If you do end up going that route, there are definitely some best practices for putting yourself in the best financial situation going forward.
The number one most important one is that no matter what happens, the two of you will be living on the resources that the two of you generate. Before you get caught up in splitting the pie, you should both focus on making the pie as big as possible. No matter how well or poorly you are getting along, that objective is easy to agree on as long as you take the time to agree on it. There are many decisions you have to make about asset sales, taxes, alimony vs. property settlement, amount vs. duration, that affect the size of the combined stash and future stash that you are splitting. Maximize that first, then talk about how to equitably distribute it. EVERYONE gets that backwards, and it is a huge mistake.
Number two, which is actually an offshoot of number one, is that any money you give to lawyers is no longer going to either of you. That means it is always better to sort out each issue yourself than to fight it out in court. You'll find that even if you do try to fight it out in court, the court first makes you go back and try to sort it yourself, and then makes you mediate it, and then makes you arbitrate it, and after months and thousands, you find that you actually sorted it out yourself anyway. If you've spent more than 30 minutes on this website, you already know more about how to act in your own financial best interest than anyone you are likely to encounter during this grueling process, and you care about it a whole lot more than they do.
Number three - If there are issues that you just can't agree on, set them aside. Don't let one thorny issue prevent you from sorting out the other stuff. My kid's mom and I did not agree on what state to live in after our divorce. Pretty big deal, since our choices were 800 miles apart. Our approach was that we would have to continue to live where we were while we sorted that out anyway, so lets focus on custody, alimony, property settlement, etc, and save the hard one for last. Small victories build goodwill and make the larger issues easier to get through. We did spend spend too much time and money on that issue eventually (learning lesson two), but not nearly as much as we would have if we tried to tackle it first.
Lesson four - this is the most important one for you as an individual in the process. You situation in the future will be better than you probably estimate it today. The unknown is scary for you and for her. Armed with that knowledge, I recommend that you hold out for duration at the expense of volume, even when a present value calculation might lead in the opposite direction. For instance, if you have the choice of paying alimony for 10 years at what seems to be a huge amount, or lifetime for what seems more manageable, go for the 10 years. If you are receiving alimony, go for the lifetime. The reason is that, regardless of state law differences, in practice it is always easier to secure a future increase in amount based on changed financial circumstances than it is to get the duration extended. In most states, it's impossible to get the duration extended beyond the original agreement. Plus, the duration can be shorted after the fact by death, cohabitation, or remarriage of the receiver. So always go for getting it over with as fast as possible, even if that means being broke, or even going into debt for a short while.

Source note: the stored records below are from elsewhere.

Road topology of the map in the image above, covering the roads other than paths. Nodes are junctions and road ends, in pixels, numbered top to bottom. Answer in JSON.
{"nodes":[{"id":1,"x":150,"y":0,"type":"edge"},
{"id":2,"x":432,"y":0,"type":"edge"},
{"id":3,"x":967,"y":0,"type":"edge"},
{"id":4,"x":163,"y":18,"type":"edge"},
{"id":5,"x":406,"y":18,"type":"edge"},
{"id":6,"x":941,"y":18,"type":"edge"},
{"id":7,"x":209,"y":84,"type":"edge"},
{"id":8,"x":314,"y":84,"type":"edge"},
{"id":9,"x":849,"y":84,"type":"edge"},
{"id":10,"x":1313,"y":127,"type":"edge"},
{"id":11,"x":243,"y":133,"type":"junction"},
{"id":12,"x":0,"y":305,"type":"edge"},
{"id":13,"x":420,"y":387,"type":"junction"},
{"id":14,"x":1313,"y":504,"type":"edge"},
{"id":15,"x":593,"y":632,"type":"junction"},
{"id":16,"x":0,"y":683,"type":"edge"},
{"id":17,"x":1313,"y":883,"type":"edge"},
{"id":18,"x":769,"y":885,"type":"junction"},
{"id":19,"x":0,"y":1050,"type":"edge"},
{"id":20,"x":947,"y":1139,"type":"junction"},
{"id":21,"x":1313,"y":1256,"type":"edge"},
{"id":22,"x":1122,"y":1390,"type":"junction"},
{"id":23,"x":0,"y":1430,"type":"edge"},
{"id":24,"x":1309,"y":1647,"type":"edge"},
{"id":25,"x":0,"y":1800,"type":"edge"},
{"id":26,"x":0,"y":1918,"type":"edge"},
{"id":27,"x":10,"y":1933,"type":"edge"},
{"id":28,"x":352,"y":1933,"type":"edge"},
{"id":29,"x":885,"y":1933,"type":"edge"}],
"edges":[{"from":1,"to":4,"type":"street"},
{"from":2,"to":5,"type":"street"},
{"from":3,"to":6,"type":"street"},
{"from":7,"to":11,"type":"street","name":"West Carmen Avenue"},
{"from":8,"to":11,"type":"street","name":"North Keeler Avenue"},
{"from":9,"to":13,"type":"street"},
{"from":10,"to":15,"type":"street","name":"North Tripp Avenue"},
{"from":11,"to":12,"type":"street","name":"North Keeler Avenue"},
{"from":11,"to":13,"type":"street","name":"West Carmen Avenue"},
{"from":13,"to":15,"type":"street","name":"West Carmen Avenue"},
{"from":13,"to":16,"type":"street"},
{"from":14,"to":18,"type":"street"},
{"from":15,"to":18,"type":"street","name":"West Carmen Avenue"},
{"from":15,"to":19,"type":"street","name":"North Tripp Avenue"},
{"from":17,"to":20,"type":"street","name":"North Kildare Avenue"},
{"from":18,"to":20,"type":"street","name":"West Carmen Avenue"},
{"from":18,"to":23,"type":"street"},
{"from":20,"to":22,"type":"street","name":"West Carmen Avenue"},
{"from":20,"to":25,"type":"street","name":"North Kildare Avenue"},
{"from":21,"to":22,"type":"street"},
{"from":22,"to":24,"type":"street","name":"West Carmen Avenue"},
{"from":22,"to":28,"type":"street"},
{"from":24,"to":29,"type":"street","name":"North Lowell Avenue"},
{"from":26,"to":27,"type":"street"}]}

Our family (and yes, we are still one family) is living proof that sometimes the two household, co-parenting solution is the dynamic that works best. She's a great mom, I'm a great dad, we're both great people, but we learned shortly after we got married that we were not good for each other. That made us unhappy, which compromised our ability to be good for anyone else, including our kids. Now we're both better people, and everyone else in each of our lives benefits, including each other.
No matter what you do, whether it is stay married and make it work, or get divorced and make that work, you should get on with it. When you find yourself saying things like "my marriage will end in divorce sooner or later" you are not doing either one.
Good luck figuring your situation out, and let me know if I can help.